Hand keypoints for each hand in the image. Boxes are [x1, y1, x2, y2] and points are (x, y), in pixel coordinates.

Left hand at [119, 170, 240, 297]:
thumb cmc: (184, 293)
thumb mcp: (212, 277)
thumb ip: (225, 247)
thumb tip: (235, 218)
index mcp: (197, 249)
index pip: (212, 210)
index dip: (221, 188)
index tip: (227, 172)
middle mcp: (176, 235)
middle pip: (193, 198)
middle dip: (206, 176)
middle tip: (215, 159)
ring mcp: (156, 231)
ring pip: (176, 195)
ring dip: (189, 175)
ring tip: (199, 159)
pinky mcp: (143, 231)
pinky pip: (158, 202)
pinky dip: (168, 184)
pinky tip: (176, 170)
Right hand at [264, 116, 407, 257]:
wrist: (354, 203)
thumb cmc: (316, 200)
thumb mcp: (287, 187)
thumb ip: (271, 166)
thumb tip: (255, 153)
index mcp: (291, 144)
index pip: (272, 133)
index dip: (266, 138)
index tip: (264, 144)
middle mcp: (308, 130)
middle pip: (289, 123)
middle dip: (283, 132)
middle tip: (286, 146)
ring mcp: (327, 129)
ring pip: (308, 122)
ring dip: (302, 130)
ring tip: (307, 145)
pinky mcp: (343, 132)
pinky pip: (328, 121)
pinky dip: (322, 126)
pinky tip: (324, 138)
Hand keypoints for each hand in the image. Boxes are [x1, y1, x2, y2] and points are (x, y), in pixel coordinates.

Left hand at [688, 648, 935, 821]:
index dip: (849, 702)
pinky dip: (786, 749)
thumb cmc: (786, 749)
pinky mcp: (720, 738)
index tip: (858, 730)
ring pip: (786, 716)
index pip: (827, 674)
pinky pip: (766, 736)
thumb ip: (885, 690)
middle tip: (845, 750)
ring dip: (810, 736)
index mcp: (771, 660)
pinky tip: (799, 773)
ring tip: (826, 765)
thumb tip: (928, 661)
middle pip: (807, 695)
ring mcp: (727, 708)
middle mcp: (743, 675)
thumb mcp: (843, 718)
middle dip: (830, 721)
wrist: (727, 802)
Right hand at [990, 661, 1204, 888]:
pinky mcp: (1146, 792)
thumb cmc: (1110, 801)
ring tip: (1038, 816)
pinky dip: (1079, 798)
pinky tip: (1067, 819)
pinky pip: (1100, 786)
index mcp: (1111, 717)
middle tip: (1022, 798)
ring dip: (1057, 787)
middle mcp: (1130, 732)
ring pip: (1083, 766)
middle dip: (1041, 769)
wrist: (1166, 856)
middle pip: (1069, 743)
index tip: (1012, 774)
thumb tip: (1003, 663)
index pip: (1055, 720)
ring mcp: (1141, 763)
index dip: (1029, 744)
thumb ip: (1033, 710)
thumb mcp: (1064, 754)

...

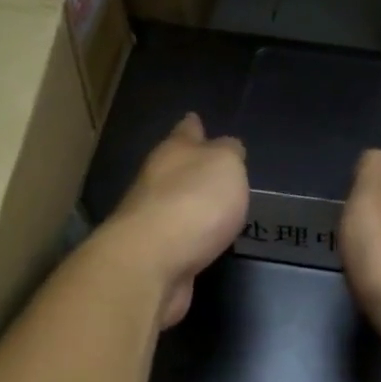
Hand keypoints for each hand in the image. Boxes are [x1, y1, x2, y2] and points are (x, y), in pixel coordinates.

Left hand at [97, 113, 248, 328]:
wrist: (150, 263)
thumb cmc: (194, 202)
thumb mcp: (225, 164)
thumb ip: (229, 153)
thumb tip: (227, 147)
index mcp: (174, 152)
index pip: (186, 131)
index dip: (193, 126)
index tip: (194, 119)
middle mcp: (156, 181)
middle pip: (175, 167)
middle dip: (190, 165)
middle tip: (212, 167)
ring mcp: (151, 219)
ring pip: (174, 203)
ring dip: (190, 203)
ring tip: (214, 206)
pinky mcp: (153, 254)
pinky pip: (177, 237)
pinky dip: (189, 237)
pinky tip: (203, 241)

==

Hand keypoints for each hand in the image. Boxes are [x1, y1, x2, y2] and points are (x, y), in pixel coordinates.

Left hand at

▸ ASSIGNED TASK
Reproduce verbatim the lines above, from the line with "thumb tip: (227, 147)" through the line with "pinky tip: (203, 241)".

▸ EXERCISE SOLUTION
thumb tip: (227, 147)
index mcp: (174, 152)
index pip: (186, 131)
index dip: (193, 126)
index tip: (194, 119)
middle mcp: (156, 181)
middle pip: (175, 167)
middle dip: (190, 165)
middle tip: (212, 167)
ring mcp: (151, 219)
ring pip: (174, 203)
ring dip: (190, 203)
ring tip: (214, 206)
pinky mcp: (153, 254)
pinky pip: (177, 237)
pinky dip: (189, 237)
pinky tip: (203, 241)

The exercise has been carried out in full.